## Task objective
The lines of the records that include "West" should all be copied.

## Records for this exercise
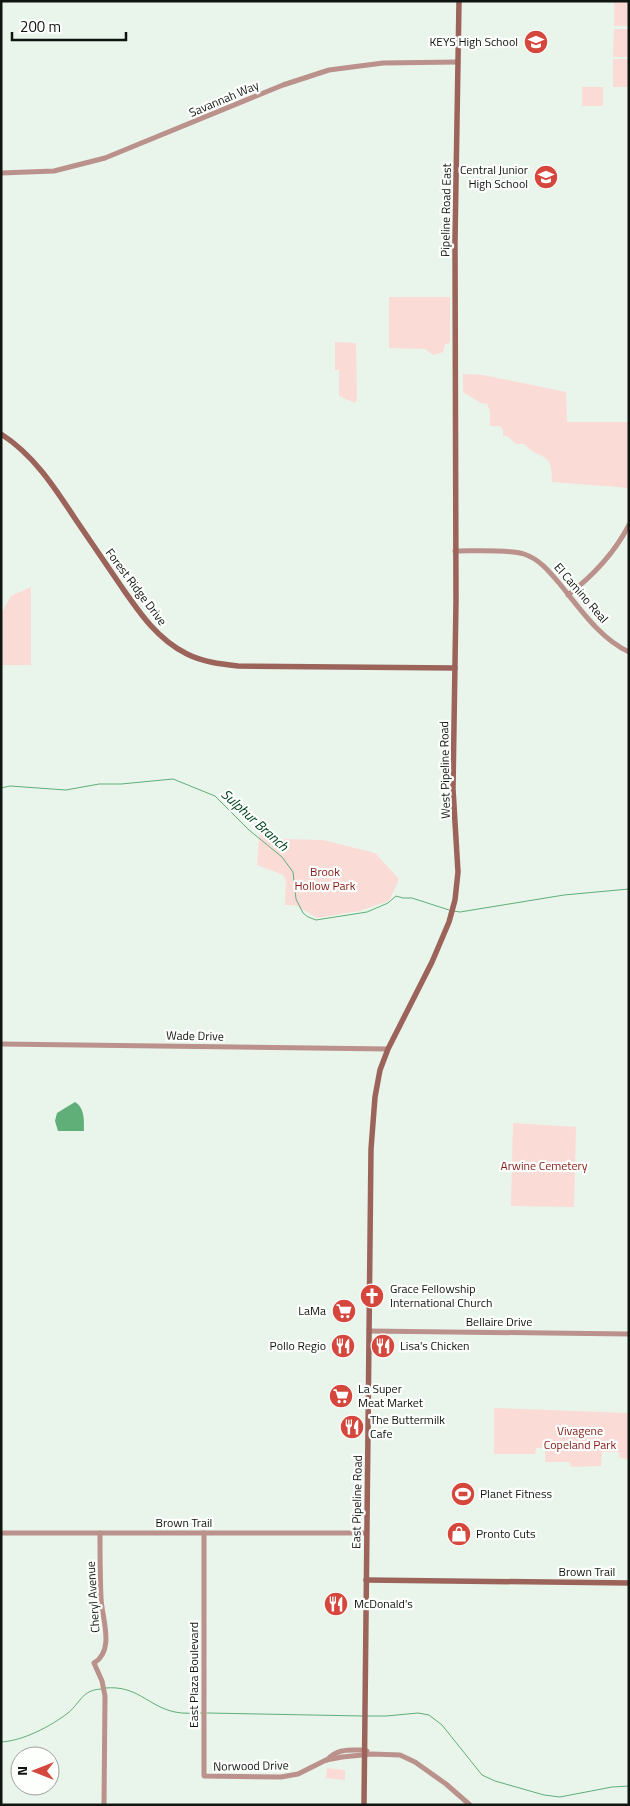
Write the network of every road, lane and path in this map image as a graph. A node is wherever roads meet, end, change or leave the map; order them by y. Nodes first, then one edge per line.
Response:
1 (458, 1) edge
2 (462, 1) edge
3 (458, 15) junction
4 (458, 62) junction
5 (1, 173) edge
6 (455, 419) joint
7 (1, 434) edge
8 (629, 525) edge
9 (456, 551) junction
10 (568, 595) junction
11 (629, 652) edge
12 (455, 668) junction
13 (1, 1044) edge
14 (388, 1049) junction
15 (374, 1104) joint
16 (369, 1331) junction
17 (629, 1334) edge
18 (1, 1533) edge
19 (100, 1533) junction
20 (204, 1533) junction
21 (366, 1533) junction
22 (366, 1580) junction
23 (629, 1582) edge
24 (364, 1753) junction
25 (204, 1776) joint
26 (104, 1805) edge
27 (364, 1805) edge
28 (470, 1805) edge

1 - 3 main road, Pipeline Road East
2 - 3 main road
3 - 4 main road, Pipeline Road East
4 - 5 street, Savannah Way
4 - 6 main road, Pipeline Road East
6 - 9 main road, West Pipeline Road
7 - 12 main road, Forest Ridge Drive
8 - 10 street
9 - 10 street, El Camino Real
9 - 12 main road, West Pipeline Road
10 - 11 street, El Camino Real
12 - 14 main road, West Pipeline Road
13 - 14 street, Wade Drive
14 - 15 main road, West Pipeline Road
15 - 16 main road, East Pipeline Road
16 - 17 street, Bellaire Drive
16 - 21 main road, East Pipeline Road
18 - 19 street, Brown Trail
19 - 20 street, Brown Trail
19 - 26 street, Cheryl Avenue
20 - 21 street, Brown Trail
20 - 25 street, East Plaza Boulevard
21 - 22 main road, East Pipeline Road
22 - 23 main road, Brown Trail
22 - 24 main road, East Pipeline Road
24 - 25 street, Norwood Drive
24 - 27 main road
24 - 28 street, Norwood Drive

## Output below
6 - 9 main road, West Pipeline Road
9 - 12 main road, West Pipeline Road
12 - 14 main road, West Pipeline Road
14 - 15 main road, West Pipeline Road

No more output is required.